───── Provided records ─────
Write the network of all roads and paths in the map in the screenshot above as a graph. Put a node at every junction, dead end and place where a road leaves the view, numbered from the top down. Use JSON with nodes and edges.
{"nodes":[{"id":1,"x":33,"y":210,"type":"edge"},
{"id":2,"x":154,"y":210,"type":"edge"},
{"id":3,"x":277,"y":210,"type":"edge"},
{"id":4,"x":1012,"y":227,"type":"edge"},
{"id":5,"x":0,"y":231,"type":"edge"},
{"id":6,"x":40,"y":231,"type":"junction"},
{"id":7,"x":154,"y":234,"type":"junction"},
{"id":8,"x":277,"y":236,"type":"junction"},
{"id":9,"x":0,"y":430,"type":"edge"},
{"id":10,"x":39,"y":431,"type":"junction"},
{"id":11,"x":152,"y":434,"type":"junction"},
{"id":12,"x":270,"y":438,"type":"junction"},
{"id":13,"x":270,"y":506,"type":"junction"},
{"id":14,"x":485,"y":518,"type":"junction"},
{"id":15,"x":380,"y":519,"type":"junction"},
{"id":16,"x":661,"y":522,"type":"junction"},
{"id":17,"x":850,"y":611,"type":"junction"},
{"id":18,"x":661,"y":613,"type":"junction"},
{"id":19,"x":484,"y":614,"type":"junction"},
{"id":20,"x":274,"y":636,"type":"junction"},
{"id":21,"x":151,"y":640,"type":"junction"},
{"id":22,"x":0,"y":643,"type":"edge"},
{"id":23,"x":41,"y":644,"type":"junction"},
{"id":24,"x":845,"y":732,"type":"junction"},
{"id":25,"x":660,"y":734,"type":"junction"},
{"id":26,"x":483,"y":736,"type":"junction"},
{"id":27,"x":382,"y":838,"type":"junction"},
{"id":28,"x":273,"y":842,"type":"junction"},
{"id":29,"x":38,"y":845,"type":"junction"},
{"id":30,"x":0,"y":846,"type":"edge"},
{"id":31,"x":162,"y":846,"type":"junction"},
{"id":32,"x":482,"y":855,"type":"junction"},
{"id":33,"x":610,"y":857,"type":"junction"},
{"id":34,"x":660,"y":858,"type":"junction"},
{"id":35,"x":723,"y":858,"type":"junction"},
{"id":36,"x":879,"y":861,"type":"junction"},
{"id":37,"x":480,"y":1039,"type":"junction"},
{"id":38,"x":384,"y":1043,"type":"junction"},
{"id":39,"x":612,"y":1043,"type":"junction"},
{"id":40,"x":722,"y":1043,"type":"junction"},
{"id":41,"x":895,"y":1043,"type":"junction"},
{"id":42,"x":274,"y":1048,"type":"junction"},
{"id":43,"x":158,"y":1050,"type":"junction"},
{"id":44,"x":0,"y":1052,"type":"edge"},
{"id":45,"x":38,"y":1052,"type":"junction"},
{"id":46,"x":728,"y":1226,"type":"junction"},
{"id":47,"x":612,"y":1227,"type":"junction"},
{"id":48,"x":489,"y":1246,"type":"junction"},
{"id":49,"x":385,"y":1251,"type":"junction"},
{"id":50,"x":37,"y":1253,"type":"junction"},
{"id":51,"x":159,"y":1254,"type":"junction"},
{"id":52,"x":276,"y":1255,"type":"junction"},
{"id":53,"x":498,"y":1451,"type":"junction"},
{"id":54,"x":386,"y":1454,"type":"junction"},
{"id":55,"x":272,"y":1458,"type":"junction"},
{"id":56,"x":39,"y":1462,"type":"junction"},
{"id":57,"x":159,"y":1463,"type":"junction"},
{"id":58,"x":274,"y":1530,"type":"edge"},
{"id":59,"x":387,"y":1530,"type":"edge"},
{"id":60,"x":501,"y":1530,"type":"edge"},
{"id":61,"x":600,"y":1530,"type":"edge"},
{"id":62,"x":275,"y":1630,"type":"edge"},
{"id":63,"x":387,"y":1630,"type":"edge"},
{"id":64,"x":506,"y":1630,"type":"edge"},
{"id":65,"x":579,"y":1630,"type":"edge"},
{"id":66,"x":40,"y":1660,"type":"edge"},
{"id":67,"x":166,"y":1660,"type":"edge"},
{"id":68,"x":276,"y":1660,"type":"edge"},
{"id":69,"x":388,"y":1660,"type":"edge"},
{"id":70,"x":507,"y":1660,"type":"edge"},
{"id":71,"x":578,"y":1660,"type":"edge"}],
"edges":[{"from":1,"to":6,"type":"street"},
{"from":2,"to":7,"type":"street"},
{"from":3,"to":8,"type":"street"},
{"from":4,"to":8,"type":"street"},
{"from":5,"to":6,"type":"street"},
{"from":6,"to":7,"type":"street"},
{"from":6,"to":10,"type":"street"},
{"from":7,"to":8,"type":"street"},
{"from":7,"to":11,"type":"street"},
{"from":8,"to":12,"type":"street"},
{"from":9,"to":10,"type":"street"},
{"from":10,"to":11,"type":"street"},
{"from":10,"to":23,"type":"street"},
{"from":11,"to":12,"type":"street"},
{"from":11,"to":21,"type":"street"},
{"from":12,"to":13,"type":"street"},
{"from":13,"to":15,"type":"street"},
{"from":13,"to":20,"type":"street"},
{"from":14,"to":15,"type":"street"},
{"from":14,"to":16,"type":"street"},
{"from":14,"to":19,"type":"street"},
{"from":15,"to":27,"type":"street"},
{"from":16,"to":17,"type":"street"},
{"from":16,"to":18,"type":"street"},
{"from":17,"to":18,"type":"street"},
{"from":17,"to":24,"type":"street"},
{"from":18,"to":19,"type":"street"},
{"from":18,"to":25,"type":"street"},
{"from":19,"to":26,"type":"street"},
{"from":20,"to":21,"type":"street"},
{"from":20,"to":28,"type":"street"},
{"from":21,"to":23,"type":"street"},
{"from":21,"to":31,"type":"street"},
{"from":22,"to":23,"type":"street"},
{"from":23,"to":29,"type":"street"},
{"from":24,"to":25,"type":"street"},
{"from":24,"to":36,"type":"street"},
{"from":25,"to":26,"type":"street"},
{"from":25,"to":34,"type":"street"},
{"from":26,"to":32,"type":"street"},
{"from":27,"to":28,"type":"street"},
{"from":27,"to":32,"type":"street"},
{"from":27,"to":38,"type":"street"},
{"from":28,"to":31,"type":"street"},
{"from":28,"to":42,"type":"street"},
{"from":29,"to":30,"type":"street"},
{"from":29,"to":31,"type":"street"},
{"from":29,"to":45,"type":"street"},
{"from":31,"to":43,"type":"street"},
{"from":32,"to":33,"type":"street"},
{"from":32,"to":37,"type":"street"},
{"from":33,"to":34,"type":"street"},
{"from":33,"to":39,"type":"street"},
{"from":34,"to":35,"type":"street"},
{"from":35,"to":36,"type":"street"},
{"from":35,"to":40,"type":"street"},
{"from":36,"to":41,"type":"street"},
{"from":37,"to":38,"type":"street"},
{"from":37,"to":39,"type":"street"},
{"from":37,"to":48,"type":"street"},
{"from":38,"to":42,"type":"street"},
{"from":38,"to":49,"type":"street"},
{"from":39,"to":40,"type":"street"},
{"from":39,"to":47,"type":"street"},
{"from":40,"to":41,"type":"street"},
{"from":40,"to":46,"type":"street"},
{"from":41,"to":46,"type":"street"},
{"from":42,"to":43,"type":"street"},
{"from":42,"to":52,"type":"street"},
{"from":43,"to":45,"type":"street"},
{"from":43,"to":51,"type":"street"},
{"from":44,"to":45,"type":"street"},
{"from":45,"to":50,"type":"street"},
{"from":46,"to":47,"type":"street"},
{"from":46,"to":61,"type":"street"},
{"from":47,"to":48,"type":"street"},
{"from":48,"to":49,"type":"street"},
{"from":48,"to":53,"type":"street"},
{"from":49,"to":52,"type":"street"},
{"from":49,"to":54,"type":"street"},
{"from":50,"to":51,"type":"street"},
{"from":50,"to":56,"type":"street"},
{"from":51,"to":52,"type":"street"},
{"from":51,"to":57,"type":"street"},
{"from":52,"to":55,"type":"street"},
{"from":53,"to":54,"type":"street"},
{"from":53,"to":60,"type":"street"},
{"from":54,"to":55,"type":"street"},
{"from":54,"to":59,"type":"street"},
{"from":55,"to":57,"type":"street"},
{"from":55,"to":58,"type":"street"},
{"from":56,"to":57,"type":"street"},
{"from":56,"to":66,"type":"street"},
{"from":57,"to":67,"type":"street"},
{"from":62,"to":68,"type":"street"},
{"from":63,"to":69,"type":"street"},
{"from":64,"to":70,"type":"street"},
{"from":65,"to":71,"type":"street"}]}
─────
What is expected: Apply a filter for "edges" to the entries and show each line that passes.

Finished task:
Write the network of all roads and paths in the map in the screenshot above as a graph. Put a node at every junction, dead end and place where a road leaves the view, numbered from the top down. Use JSON with nodes and edges.
"edges":[{"from":1,"to":6,"type":"street"},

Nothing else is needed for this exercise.